**SOURCE MATERIAL**

▬▬▬

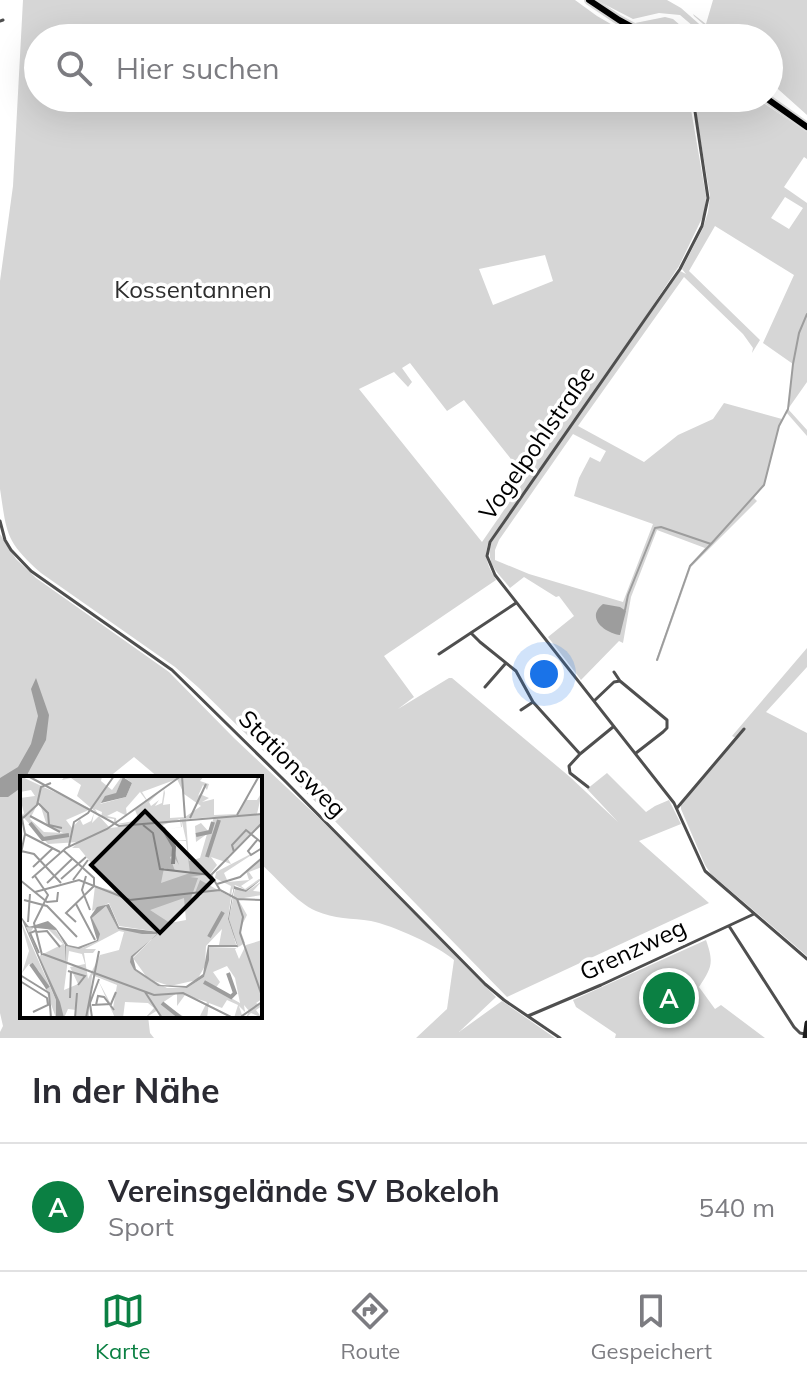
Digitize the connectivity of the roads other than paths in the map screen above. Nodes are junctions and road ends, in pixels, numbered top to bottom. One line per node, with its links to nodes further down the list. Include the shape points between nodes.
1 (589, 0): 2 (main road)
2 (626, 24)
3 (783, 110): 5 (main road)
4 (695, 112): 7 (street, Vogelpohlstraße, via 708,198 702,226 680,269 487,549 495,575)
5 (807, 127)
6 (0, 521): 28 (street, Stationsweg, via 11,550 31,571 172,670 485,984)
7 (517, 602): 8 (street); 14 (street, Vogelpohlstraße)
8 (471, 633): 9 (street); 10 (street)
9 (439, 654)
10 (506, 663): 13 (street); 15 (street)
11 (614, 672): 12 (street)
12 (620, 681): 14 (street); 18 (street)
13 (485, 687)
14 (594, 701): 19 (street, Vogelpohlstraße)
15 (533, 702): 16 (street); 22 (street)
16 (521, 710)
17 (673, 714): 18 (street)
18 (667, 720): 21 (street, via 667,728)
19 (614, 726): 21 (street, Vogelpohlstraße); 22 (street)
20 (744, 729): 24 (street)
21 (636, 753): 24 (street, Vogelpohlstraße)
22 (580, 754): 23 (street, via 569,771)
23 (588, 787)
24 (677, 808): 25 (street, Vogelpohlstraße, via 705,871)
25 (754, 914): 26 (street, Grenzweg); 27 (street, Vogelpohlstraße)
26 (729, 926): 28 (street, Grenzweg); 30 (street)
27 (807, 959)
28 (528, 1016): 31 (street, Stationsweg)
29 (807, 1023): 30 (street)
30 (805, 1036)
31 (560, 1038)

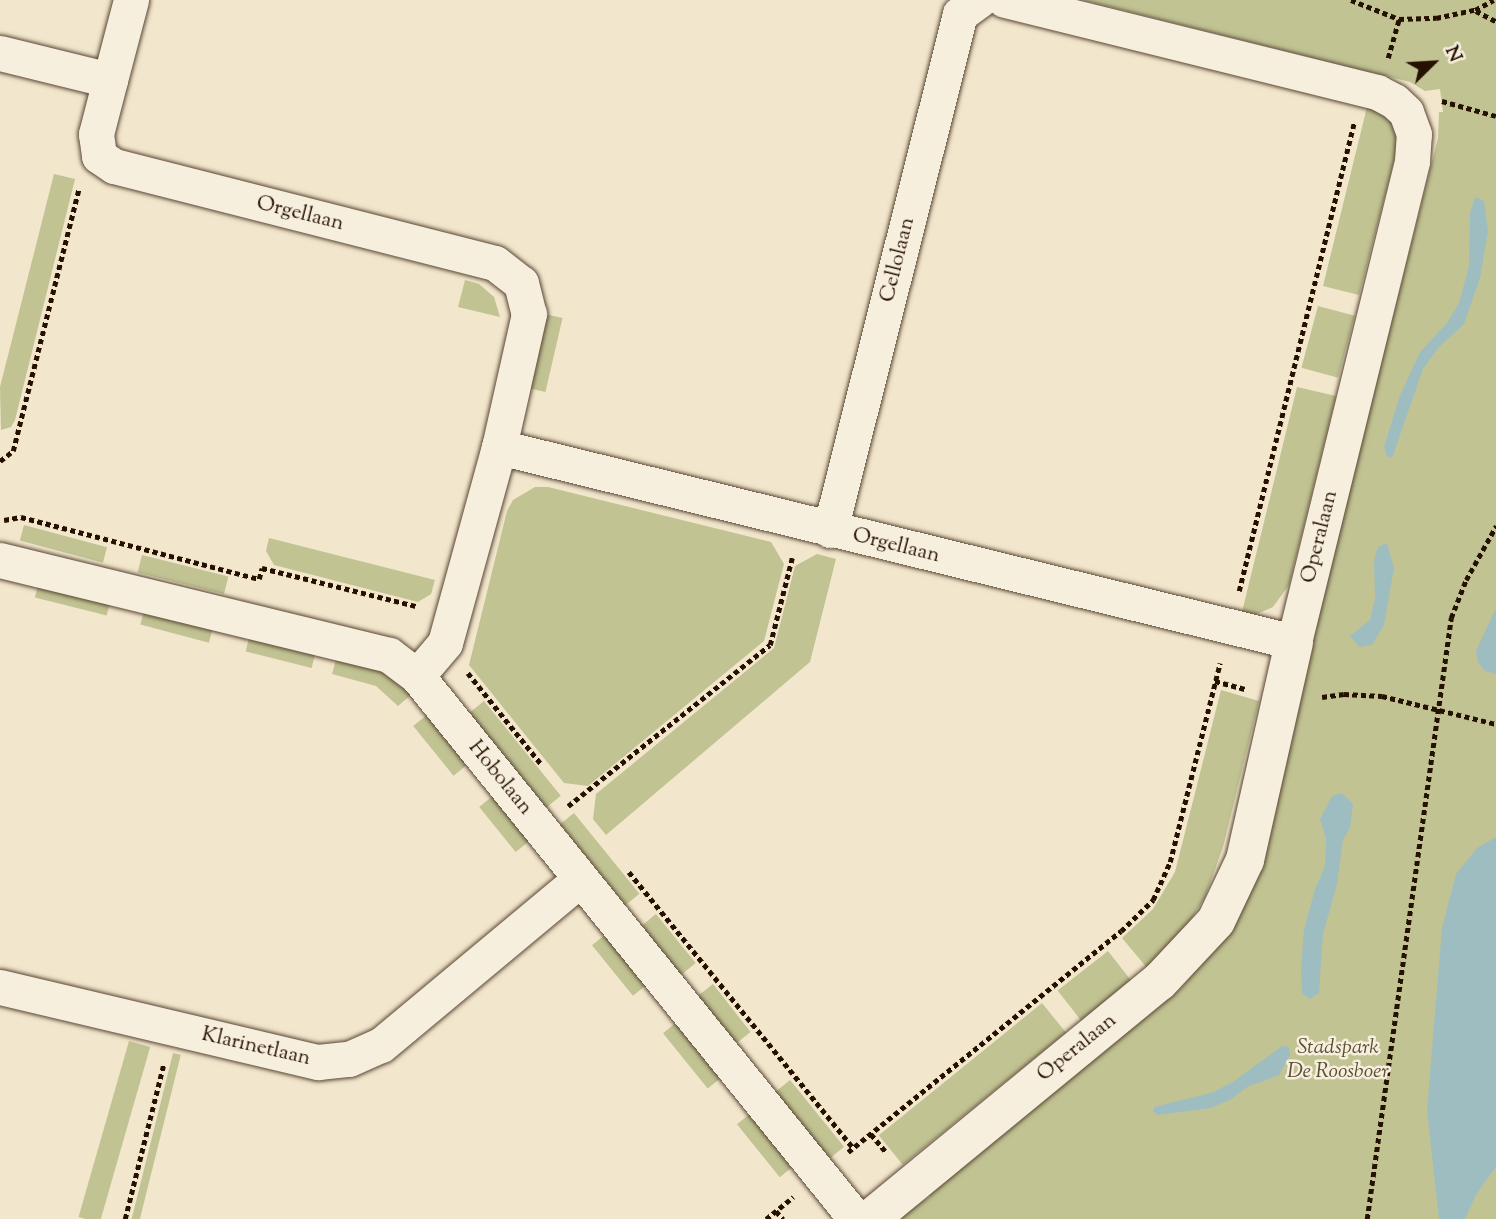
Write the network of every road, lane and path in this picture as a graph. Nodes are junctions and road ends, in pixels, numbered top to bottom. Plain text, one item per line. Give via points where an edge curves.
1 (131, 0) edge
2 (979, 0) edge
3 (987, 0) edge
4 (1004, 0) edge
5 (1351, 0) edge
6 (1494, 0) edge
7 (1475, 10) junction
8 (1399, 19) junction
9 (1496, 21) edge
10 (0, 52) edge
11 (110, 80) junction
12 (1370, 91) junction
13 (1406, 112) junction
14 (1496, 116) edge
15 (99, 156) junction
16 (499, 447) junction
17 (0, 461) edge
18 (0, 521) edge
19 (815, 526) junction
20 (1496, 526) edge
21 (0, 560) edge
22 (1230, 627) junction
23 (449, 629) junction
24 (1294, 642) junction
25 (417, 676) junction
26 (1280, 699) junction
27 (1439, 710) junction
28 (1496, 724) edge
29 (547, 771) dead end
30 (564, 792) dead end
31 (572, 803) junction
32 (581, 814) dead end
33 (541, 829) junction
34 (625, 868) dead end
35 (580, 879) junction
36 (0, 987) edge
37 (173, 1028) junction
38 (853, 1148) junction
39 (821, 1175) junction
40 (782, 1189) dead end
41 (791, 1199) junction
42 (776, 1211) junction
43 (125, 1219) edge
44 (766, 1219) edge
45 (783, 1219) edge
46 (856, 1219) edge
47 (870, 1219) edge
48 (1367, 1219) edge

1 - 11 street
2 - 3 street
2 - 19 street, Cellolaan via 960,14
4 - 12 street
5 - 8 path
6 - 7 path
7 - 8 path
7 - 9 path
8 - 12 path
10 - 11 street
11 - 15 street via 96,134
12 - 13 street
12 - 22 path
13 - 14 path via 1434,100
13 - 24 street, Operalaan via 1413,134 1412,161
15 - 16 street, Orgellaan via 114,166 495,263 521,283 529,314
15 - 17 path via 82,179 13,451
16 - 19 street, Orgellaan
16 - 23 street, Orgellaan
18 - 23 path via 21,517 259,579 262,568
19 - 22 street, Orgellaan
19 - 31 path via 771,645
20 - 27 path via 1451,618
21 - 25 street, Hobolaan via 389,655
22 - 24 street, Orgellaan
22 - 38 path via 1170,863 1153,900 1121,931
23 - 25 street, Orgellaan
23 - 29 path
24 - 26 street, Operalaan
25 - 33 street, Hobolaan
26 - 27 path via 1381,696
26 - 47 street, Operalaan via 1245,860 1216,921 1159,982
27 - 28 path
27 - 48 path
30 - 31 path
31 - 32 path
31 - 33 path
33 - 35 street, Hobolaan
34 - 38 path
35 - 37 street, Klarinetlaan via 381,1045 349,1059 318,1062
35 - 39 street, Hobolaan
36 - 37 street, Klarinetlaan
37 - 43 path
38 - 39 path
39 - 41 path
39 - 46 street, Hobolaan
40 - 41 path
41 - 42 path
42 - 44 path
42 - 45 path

▬▬▬

**WHAT YOU NEED TO DO**
For the records above, output each one exactly and skip any image.

**RESPONSE**
Digitize the connectivity of the roads other than paths in the map screen above. Nodes are junctions and road ends, in pixels, numbered top to bottom. One line per node, with its links to nodes further down the list. Include the shape points between nodes.
1 (589, 0): 2 (main road)
2 (626, 24)
3 (783, 110): 5 (main road)
4 (695, 112): 7 (street, Vogelpohlstraße, via 708,198 702,226 680,269 487,549 495,575)
5 (807, 127)
6 (0, 521): 28 (street, Stationsweg, via 11,550 31,571 172,670 485,984)
7 (517, 602): 8 (street); 14 (street, Vogelpohlstraße)
8 (471, 633): 9 (street); 10 (street)
9 (439, 654)
10 (506, 663): 13 (street); 15 (street)
11 (614, 672): 12 (street)
12 (620, 681): 14 (street); 18 (street)
13 (485, 687)
14 (594, 701): 19 (street, Vogelpohlstraße)
15 (533, 702): 16 (street); 22 (street)
16 (521, 710)
17 (673, 714): 18 (street)
18 (667, 720): 21 (street, via 667,728)
19 (614, 726): 21 (street, Vogelpohlstraße); 22 (street)
20 (744, 729): 24 (street)
21 (636, 753): 24 (street, Vogelpohlstraße)
22 (580, 754): 23 (street, via 569,771)
23 (588, 787)
24 (677, 808): 25 (street, Vogelpohlstraße, via 705,871)
25 (754, 914): 26 (street, Grenzweg); 27 (street, Vogelpohlstraße)
26 (729, 926): 28 (street, Grenzweg); 30 (street)
27 (807, 959)
28 (528, 1016): 31 (street, Stationsweg)
29 (807, 1023): 30 (street)
30 (805, 1036)
31 (560, 1038)

Write the network of every road, lane and path in this picture as a graph. Nodes are junctions and road ends, in pixels, numbered top to bottom. Plain text, one item per line. Give via points where an edge curves.
1 (131, 0) edge
2 (979, 0) edge
3 (987, 0) edge
4 (1004, 0) edge
5 (1351, 0) edge
6 (1494, 0) edge
7 (1475, 10) junction
8 (1399, 19) junction
9 (1496, 21) edge
10 (0, 52) edge
11 (110, 80) junction
12 (1370, 91) junction
13 (1406, 112) junction
14 (1496, 116) edge
15 (99, 156) junction
16 (499, 447) junction
17 (0, 461) edge
18 (0, 521) edge
19 (815, 526) junction
20 (1496, 526) edge
21 (0, 560) edge
22 (1230, 627) junction
23 (449, 629) junction
24 (1294, 642) junction
25 (417, 676) junction
26 (1280, 699) junction
27 (1439, 710) junction
28 (1496, 724) edge
29 (547, 771) dead end
30 (564, 792) dead end
31 (572, 803) junction
32 (581, 814) dead end
33 (541, 829) junction
34 (625, 868) dead end
35 (580, 879) junction
36 (0, 987) edge
37 (173, 1028) junction
38 (853, 1148) junction
39 (821, 1175) junction
40 (782, 1189) dead end
41 (791, 1199) junction
42 (776, 1211) junction
43 (125, 1219) edge
44 (766, 1219) edge
45 (783, 1219) edge
46 (856, 1219) edge
47 (870, 1219) edge
48 (1367, 1219) edge

1 - 11 street
2 - 3 street
2 - 19 street, Cellolaan via 960,14
4 - 12 street
5 - 8 path
6 - 7 path
7 - 8 path
7 - 9 path
8 - 12 path
10 - 11 street
11 - 15 street via 96,134
12 - 13 street
12 - 22 path
13 - 14 path via 1434,100
13 - 24 street, Operalaan via 1413,134 1412,161
15 - 16 street, Orgellaan via 114,166 495,263 521,283 529,314
15 - 17 path via 82,179 13,451
16 - 19 street, Orgellaan
16 - 23 street, Orgellaan
18 - 23 path via 21,517 259,579 262,568
19 - 22 street, Orgellaan
19 - 31 path via 771,645
20 - 27 path via 1451,618
21 - 25 street, Hobolaan via 389,655
22 - 24 street, Orgellaan
22 - 38 path via 1170,863 1153,900 1121,931
23 - 25 street, Orgellaan
23 - 29 path
24 - 26 street, Operalaan
25 - 33 street, Hobolaan
26 - 27 path via 1381,696
26 - 47 street, Operalaan via 1245,860 1216,921 1159,982
27 - 28 path
27 - 48 path
30 - 31 path
31 - 32 path
31 - 33 path
33 - 35 street, Hobolaan
34 - 38 path
35 - 37 street, Klarinetlaan via 381,1045 349,1059 318,1062
35 - 39 street, Hobolaan
36 - 37 street, Klarinetlaan
37 - 43 path
38 - 39 path
39 - 41 path
39 - 46 street, Hobolaan
40 - 41 path
41 - 42 path
42 - 44 path
42 - 45 path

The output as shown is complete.